- **DESCRIPTION OF THE TASK**:
An exact copy of the lines from the one containing "middle tip: (259, 163)" through the end of the material is all that is wanted; transcribe only those.
━━━━━ RECORDED INFORMATION
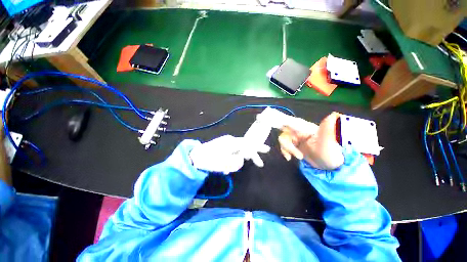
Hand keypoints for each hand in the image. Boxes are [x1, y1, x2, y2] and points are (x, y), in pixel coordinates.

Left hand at [189, 135, 269, 173]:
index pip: (249, 143)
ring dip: (238, 160)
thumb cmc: (209, 160)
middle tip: (259, 163)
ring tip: (229, 170)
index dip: (258, 147)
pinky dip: (232, 159)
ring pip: (238, 151)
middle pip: (245, 146)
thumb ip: (237, 161)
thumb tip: (242, 159)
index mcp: (232, 142)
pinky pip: (231, 152)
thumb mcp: (225, 163)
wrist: (194, 157)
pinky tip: (225, 168)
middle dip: (252, 155)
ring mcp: (226, 143)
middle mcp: (230, 141)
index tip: (267, 150)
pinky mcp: (222, 147)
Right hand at [278, 112, 343, 169]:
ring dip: (287, 149)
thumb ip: (327, 129)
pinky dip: (284, 151)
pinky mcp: (294, 145)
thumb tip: (332, 115)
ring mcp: (296, 138)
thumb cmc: (331, 154)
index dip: (282, 121)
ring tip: (299, 157)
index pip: (291, 122)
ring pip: (283, 139)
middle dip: (287, 144)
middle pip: (284, 132)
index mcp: (306, 127)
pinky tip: (289, 157)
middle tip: (296, 154)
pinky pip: (284, 145)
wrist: (330, 166)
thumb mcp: (329, 143)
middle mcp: (299, 131)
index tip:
━━━━━━━━━━
- **PROBLEM SOLUTION**:
middle tip: (259, 163)
ring tip: (229, 170)
index dip: (258, 147)
pinky dip: (232, 159)
ring pip: (238, 151)
middle pip: (245, 146)
thumb ip: (237, 161)
thumb tip: (242, 159)
index mcp: (232, 142)
pinky pip: (231, 152)
thumb mcp: (225, 163)
wrist: (194, 157)
pinky tip: (225, 168)
middle dip: (252, 155)
ring mcp: (226, 143)
middle mcp: (230, 141)
index tip: (267, 150)
pinky mcp: (222, 147)
Right hand at [278, 112, 343, 169]:
ring dip: (287, 149)
thumb ip: (327, 129)
pinky dip: (284, 151)
pinky mcp: (294, 145)
thumb tip: (332, 115)
ring mcp: (296, 138)
thumb cmc: (331, 154)
index dip: (282, 121)
ring tip: (299, 157)
index pip: (291, 122)
ring pip: (283, 139)
middle dip: (287, 144)
middle pip: (284, 132)
index mcp: (306, 127)
pinky tip: (289, 157)
middle tip: (296, 154)
pinky pip: (284, 145)
wrist: (330, 166)
thumb mcp: (329, 143)
middle mcp: (299, 131)
index tip:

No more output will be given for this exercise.